## [DESCRIPTION OF THE TASK]
Exact copy, no pictures: output each line below as it stands.

+++

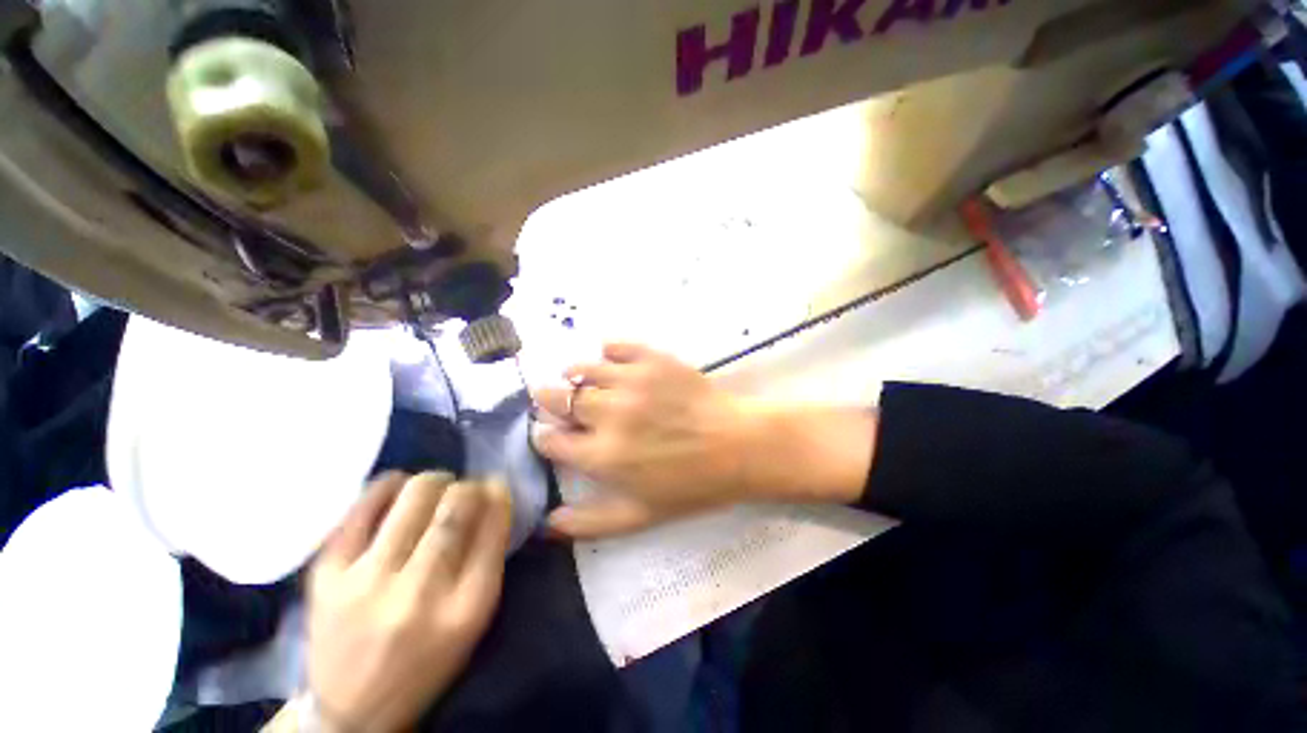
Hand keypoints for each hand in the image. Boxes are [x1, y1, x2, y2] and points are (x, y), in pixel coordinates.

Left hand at [306, 472, 511, 732]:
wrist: (352, 711)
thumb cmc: (427, 661)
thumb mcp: (474, 619)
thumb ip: (488, 557)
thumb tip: (493, 497)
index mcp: (466, 608)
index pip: (493, 526)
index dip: (499, 495)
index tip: (497, 487)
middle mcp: (419, 593)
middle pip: (456, 506)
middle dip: (469, 486)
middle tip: (466, 489)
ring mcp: (366, 582)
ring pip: (415, 495)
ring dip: (435, 480)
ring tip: (436, 487)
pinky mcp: (326, 575)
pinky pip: (363, 506)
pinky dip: (389, 485)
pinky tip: (398, 488)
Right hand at [532, 343, 876, 538]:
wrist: (738, 446)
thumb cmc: (691, 485)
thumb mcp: (640, 516)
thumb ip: (589, 522)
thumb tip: (546, 521)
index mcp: (602, 456)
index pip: (550, 439)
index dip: (546, 437)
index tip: (553, 435)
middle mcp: (608, 413)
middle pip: (556, 397)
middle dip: (549, 401)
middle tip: (561, 404)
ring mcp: (630, 381)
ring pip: (580, 369)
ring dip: (573, 376)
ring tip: (582, 382)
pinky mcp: (652, 359)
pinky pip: (615, 346)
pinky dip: (607, 353)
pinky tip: (613, 362)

+++

## [ANSWER FOR THE TASK]
Hand keypoints for each hand in the image. Boxes are [x1, y1, x2, y2] and points are (x, y), in pixel coordinates.

Left hand at [306, 472, 511, 732]:
wrist: (352, 711)
thumb cmc: (427, 661)
thumb mcp: (474, 619)
thumb ip: (488, 557)
thumb tip: (493, 497)
index mcp: (466, 608)
index pip: (493, 526)
index dip: (499, 495)
index tip: (497, 487)
middle mcp: (419, 593)
middle pip: (456, 506)
middle dip: (469, 486)
middle tip: (466, 489)
ring mcp: (366, 582)
ring pip: (415, 495)
ring dip: (435, 480)
ring tip: (436, 487)
pinky mcp: (326, 575)
pinky pip: (363, 506)
pinky dip: (389, 485)
pinky tip: (398, 488)
Right hand at [532, 343, 876, 538]:
wrist: (738, 446)
thumb cmc: (691, 485)
thumb mcp: (640, 516)
thumb ip: (589, 522)
thumb tip: (546, 521)
index mcp: (602, 456)
index pip: (550, 439)
index dip: (546, 437)
index tip: (553, 435)
middle mcp: (608, 413)
middle pip: (556, 397)
middle dip: (549, 401)
middle tip: (561, 404)
ring mcp: (630, 381)
ring pip: (580, 369)
ring dip: (573, 376)
ring tip: (582, 382)
pinky mcp: (652, 359)
pinky pip: (615, 346)
pinky dip: (607, 353)
pinky tip: (613, 362)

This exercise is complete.